:: What needs to be done ::
When a line below contains the string "Temperature", show that line.

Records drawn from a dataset
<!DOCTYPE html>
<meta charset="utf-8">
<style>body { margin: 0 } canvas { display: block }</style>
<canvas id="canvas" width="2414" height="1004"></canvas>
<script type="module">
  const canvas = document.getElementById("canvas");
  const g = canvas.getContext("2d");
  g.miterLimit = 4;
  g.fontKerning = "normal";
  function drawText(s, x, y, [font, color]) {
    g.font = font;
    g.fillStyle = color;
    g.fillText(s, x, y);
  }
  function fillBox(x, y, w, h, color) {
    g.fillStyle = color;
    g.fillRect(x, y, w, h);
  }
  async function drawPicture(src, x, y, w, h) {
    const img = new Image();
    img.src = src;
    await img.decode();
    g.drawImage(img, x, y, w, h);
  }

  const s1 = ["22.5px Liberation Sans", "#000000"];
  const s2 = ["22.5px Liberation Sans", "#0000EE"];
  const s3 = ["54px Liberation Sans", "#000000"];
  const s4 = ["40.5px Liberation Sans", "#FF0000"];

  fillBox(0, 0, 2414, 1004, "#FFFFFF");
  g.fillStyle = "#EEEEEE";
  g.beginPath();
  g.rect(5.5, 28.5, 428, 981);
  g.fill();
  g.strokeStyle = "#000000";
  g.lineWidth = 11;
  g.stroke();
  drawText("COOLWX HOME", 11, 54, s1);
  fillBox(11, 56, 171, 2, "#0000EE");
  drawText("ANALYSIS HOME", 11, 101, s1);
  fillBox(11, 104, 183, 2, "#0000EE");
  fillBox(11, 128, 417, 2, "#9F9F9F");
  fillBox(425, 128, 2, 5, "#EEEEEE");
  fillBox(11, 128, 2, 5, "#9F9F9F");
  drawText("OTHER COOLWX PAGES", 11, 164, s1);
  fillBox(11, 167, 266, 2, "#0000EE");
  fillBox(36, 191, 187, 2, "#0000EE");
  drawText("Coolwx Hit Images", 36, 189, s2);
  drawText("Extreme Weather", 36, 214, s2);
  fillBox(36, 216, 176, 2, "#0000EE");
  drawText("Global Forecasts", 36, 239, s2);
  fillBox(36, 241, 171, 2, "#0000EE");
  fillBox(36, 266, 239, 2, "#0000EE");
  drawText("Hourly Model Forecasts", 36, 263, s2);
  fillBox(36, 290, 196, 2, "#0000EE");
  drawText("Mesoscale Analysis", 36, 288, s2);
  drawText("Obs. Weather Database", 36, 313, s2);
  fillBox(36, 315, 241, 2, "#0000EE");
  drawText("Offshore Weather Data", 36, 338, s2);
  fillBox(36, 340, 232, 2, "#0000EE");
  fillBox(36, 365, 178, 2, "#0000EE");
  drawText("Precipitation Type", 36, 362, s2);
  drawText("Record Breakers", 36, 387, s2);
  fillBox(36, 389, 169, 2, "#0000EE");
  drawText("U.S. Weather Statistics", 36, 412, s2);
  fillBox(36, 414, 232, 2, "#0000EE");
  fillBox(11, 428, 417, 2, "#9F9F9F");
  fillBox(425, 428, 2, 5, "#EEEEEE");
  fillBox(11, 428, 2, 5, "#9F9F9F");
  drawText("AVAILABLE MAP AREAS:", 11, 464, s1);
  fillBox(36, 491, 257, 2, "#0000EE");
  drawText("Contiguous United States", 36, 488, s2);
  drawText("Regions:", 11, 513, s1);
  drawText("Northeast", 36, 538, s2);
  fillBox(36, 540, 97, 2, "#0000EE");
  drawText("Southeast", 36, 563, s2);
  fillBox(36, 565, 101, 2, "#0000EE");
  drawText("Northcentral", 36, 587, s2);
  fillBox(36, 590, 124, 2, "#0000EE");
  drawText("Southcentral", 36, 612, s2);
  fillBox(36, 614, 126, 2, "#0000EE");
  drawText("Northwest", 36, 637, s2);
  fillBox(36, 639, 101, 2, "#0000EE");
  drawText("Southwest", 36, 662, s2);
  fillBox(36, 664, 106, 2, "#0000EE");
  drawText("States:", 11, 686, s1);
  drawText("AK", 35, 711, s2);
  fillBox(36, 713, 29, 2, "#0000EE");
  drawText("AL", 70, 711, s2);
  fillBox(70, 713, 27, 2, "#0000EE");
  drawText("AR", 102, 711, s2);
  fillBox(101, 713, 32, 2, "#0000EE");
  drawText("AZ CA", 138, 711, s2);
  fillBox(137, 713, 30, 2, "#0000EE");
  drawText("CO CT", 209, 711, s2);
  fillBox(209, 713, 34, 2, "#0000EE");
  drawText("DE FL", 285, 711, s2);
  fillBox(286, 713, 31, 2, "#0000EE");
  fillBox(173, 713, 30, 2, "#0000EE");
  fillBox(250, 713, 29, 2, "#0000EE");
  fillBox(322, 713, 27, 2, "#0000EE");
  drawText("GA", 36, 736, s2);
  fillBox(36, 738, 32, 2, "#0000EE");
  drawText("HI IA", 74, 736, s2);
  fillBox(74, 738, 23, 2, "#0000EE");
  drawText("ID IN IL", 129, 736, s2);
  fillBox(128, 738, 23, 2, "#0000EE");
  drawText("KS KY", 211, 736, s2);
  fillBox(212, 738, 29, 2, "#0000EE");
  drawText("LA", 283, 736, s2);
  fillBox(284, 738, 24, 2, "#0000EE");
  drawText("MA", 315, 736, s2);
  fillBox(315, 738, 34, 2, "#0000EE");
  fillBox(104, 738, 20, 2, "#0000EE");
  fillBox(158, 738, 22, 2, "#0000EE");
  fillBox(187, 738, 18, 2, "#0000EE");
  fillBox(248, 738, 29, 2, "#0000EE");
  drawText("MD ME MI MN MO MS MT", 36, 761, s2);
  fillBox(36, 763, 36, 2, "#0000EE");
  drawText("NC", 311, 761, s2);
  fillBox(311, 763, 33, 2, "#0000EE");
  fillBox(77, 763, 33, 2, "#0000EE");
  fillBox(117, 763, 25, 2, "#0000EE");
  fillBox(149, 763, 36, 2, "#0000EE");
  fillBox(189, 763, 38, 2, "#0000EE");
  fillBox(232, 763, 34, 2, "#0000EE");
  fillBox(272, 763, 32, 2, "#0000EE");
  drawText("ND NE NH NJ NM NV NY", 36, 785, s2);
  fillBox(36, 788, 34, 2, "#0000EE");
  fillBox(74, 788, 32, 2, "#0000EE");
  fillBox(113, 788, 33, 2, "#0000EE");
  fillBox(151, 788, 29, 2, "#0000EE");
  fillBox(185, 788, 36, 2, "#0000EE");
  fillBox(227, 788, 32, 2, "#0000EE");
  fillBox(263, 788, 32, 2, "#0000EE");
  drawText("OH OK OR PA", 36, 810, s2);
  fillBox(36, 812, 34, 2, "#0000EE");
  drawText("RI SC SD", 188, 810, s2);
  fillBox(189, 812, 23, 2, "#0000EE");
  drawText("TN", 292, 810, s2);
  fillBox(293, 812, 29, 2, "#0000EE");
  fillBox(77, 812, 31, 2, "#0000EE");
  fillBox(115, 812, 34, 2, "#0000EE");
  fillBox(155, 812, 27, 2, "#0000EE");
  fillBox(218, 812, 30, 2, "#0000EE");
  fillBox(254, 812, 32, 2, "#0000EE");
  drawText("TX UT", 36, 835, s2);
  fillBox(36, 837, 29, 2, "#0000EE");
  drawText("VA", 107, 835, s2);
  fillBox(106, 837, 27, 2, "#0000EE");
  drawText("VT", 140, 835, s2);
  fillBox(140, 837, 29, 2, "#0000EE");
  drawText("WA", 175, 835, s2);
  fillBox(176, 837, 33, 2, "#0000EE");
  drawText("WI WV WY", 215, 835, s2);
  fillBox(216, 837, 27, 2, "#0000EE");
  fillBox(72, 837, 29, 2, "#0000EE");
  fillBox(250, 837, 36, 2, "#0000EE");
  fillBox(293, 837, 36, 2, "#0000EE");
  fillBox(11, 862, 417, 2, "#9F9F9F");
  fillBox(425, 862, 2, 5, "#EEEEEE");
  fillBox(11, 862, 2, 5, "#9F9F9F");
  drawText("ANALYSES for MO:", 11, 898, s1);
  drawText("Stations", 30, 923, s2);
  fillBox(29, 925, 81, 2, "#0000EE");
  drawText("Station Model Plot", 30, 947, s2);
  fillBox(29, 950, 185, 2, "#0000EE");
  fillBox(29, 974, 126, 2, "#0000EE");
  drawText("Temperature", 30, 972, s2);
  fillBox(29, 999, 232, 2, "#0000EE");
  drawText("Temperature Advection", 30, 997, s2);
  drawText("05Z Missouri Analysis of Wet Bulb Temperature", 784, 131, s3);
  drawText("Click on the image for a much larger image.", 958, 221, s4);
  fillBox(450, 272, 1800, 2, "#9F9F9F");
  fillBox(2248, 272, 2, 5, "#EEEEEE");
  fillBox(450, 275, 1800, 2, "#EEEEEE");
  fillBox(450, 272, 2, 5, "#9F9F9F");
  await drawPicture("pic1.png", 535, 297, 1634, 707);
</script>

:: Result ::
  drawText("Temperature", 30, 972, s2);
  drawText("Temperature Advection", 30, 997, s2);
  drawText("05Z Missouri Analysis of Wet Bulb Temperature", 784, 131, s3);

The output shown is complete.